▸ TASK OBJECTIVE
Where the string "Winston" appears in a line of the material below, copy that line.

++++++++

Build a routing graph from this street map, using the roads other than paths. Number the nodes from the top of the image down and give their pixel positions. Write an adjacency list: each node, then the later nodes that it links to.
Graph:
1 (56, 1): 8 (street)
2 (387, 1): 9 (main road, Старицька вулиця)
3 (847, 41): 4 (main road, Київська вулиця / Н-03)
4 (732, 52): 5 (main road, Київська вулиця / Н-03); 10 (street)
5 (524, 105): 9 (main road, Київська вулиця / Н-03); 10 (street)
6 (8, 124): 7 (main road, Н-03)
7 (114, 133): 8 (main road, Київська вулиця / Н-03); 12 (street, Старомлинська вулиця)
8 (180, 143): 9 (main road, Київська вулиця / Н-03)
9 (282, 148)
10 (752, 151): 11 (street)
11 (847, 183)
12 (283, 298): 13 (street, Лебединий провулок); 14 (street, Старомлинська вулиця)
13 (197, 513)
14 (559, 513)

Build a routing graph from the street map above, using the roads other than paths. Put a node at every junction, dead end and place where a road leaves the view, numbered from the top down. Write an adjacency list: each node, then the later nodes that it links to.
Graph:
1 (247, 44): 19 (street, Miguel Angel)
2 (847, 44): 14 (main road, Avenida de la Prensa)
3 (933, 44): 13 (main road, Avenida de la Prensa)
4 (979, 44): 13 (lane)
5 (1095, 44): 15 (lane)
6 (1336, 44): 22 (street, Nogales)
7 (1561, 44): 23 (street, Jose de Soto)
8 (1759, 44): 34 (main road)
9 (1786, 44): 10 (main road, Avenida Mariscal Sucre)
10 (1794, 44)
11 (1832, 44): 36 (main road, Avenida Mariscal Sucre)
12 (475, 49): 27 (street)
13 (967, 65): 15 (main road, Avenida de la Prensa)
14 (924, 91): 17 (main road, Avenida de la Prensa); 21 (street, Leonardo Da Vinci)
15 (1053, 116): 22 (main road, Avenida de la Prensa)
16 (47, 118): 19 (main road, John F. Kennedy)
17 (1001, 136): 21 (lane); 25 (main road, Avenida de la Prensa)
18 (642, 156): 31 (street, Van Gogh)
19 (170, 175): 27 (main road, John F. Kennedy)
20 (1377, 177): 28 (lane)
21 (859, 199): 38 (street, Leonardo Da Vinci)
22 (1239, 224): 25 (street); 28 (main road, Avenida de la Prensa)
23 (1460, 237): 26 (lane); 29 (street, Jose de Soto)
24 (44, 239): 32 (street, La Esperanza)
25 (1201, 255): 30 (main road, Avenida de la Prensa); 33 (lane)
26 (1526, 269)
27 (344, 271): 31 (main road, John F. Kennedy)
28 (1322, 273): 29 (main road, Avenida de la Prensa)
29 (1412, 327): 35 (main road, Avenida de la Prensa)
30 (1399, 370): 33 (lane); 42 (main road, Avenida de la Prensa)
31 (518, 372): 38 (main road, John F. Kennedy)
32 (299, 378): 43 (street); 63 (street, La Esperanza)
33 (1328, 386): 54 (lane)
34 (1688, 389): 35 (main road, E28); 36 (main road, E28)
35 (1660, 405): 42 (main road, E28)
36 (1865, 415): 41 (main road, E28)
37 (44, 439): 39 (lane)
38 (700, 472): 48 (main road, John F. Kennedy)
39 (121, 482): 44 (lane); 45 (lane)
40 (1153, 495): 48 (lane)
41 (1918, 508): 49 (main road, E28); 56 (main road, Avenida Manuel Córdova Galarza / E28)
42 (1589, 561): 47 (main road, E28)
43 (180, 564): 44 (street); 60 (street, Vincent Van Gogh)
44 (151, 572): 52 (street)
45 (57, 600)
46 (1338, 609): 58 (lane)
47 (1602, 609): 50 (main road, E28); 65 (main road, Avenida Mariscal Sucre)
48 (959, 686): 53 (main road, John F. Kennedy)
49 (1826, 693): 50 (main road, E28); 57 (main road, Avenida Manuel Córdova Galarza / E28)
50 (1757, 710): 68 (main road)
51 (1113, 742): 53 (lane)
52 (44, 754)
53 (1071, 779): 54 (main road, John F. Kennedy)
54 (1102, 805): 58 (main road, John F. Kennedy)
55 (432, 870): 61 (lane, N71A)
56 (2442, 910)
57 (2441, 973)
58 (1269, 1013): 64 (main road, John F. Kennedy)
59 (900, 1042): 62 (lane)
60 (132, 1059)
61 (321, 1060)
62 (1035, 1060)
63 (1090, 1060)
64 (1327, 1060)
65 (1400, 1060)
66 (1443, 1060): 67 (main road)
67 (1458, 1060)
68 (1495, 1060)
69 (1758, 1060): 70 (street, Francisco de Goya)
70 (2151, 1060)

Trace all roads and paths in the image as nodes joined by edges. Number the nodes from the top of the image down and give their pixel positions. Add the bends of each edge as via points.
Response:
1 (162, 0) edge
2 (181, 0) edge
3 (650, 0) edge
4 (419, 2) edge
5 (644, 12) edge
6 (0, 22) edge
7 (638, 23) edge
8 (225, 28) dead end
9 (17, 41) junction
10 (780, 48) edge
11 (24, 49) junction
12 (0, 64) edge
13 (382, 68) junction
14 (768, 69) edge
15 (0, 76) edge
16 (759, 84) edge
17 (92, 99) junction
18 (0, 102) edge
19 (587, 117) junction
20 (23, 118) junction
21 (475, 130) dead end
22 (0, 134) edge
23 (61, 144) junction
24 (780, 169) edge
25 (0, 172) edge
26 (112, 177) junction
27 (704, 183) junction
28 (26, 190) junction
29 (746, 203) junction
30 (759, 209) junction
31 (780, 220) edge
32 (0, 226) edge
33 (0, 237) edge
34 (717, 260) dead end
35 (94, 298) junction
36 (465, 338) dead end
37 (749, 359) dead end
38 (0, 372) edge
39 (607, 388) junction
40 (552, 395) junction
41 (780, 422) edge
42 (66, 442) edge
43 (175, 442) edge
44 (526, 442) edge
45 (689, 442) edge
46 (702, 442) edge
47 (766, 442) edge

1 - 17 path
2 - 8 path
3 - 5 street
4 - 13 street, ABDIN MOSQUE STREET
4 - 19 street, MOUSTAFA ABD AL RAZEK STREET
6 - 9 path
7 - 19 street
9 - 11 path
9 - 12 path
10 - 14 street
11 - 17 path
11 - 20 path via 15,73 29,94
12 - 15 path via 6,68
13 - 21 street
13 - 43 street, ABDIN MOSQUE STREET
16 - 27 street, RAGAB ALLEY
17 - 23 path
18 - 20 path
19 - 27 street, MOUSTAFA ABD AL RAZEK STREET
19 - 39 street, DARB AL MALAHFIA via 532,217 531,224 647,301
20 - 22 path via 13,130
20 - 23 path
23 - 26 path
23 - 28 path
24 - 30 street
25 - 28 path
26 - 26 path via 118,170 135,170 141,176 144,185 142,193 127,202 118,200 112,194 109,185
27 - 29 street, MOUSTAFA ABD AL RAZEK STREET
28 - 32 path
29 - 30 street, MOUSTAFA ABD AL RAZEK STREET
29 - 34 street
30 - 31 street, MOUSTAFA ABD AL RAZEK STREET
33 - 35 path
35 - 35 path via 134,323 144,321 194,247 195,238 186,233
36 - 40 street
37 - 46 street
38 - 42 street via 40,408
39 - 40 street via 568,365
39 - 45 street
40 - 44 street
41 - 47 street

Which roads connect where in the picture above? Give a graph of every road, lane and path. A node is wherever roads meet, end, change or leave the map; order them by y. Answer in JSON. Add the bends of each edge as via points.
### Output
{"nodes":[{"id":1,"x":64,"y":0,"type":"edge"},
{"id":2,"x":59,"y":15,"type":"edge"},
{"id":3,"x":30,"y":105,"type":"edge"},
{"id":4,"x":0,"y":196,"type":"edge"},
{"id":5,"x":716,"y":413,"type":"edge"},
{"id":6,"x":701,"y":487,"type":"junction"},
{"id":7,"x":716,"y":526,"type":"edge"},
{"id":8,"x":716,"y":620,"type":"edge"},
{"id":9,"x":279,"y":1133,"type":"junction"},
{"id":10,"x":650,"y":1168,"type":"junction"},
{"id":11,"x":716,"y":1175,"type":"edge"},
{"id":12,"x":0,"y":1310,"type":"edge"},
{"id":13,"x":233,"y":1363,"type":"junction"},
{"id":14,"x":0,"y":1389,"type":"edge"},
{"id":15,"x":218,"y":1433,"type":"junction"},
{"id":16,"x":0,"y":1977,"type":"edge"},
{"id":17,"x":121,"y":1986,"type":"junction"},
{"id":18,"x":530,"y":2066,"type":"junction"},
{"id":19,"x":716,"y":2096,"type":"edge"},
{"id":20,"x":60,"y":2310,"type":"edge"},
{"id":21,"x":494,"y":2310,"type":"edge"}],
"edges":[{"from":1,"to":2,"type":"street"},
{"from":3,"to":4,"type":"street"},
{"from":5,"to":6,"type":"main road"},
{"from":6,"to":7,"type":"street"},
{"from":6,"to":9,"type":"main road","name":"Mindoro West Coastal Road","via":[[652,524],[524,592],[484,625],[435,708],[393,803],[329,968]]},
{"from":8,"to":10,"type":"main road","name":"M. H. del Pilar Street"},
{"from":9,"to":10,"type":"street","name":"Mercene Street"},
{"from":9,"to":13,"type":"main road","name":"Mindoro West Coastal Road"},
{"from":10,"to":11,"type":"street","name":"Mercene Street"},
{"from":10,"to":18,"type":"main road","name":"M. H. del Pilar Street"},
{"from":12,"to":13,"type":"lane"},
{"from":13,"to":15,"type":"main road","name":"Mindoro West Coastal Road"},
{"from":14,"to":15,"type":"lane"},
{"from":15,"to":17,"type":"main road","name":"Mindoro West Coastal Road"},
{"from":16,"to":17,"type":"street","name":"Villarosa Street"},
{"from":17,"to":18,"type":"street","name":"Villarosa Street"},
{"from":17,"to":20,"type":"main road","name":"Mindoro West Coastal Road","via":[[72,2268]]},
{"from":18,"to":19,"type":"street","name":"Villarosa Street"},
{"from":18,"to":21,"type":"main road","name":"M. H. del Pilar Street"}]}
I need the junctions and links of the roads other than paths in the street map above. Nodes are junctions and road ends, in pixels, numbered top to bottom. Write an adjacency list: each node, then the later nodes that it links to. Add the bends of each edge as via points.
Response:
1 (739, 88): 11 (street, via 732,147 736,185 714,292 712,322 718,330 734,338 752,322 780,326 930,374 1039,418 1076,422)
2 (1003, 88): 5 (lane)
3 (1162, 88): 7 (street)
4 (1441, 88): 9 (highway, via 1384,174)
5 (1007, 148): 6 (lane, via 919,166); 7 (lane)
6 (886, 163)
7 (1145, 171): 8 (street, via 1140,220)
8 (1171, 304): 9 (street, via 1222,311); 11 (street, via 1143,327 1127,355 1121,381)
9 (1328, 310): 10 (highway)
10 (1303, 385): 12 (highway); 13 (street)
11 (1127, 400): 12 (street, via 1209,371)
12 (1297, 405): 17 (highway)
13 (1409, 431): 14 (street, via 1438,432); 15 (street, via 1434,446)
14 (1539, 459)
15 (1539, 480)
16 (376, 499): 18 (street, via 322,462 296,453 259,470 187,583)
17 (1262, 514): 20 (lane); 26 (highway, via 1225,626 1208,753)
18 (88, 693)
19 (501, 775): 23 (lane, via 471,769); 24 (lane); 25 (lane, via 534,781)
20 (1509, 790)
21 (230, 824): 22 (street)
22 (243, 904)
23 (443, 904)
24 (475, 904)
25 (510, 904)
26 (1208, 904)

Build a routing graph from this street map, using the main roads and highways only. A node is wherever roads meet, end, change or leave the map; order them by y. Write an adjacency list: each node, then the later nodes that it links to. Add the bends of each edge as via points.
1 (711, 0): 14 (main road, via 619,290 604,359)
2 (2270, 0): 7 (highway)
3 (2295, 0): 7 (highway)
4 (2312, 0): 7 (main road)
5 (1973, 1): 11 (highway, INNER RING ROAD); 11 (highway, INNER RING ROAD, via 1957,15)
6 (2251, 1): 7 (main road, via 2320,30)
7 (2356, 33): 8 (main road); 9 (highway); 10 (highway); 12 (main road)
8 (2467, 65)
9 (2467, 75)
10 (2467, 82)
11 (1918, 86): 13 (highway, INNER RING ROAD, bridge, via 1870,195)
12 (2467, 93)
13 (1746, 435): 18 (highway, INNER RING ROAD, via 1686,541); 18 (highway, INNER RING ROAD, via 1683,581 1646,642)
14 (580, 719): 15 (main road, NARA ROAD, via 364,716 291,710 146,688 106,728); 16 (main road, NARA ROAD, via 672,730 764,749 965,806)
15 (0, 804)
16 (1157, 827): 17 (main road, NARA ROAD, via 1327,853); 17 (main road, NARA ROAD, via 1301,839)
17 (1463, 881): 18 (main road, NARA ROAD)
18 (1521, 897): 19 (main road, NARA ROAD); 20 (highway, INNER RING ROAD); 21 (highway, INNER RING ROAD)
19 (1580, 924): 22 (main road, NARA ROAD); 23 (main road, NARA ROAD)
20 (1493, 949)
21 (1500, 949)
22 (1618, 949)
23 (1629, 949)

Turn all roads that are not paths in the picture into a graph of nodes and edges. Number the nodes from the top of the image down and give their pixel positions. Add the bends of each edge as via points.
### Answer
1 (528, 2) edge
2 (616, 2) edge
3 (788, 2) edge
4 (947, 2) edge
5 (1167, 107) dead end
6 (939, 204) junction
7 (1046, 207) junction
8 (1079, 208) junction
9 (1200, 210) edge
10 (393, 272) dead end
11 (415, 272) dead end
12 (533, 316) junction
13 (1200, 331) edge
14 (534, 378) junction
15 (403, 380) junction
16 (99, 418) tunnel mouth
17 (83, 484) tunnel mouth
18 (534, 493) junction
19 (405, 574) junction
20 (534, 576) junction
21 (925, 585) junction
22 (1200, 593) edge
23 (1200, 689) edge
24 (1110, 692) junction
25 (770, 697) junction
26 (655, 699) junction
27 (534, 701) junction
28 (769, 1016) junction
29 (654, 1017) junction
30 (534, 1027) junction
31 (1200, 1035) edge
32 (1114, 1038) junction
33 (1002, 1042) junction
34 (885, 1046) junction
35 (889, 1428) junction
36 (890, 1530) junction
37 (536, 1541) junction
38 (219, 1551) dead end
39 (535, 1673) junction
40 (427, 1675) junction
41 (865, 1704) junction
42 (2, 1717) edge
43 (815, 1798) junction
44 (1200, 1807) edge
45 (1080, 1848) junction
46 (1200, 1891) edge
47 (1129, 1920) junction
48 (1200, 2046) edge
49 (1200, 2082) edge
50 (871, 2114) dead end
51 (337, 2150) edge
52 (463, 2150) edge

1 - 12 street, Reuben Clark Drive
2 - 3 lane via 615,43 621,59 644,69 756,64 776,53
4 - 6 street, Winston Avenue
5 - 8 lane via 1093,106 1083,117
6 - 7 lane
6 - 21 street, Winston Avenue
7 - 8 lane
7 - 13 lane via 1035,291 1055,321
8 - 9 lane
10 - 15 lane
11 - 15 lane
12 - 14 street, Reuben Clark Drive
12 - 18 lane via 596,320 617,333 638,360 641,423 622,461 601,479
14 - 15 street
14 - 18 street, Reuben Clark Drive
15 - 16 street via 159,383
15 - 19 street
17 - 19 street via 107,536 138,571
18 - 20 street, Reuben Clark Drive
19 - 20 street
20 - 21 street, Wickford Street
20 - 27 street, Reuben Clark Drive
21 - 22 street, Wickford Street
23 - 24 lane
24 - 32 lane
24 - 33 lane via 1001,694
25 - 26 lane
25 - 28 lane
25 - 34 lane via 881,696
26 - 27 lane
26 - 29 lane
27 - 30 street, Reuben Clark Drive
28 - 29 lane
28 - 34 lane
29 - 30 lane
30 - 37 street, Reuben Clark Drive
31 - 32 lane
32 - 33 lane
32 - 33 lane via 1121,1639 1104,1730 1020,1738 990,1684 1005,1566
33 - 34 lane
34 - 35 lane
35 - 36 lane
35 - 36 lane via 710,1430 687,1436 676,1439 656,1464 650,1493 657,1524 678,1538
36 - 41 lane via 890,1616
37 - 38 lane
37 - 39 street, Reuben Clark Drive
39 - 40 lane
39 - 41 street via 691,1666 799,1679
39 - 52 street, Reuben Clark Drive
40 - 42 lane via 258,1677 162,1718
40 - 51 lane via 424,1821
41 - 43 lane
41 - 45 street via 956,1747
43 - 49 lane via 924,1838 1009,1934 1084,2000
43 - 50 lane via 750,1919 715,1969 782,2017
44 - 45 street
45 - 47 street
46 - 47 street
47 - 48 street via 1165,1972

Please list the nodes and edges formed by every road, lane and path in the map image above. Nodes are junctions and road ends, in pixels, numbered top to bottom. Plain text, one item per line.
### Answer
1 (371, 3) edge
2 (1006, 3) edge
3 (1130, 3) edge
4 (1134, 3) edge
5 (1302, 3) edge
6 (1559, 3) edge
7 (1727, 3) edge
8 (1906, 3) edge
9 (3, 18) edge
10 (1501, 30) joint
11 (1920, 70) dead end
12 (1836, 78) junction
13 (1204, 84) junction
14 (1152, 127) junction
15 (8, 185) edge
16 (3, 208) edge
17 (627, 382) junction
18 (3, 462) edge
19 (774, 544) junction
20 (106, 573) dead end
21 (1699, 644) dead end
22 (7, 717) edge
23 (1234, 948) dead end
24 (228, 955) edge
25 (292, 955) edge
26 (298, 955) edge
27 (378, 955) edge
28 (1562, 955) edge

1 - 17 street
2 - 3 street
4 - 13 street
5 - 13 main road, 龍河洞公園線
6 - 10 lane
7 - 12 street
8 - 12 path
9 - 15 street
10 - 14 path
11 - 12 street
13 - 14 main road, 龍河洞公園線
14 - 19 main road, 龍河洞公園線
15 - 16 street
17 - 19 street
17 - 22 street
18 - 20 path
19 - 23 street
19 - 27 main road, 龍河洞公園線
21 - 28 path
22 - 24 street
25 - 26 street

++++++++

▸ OUTPUT BELOW
4 - 6 street, Winston Avenue
6 - 21 street, Winston Avenue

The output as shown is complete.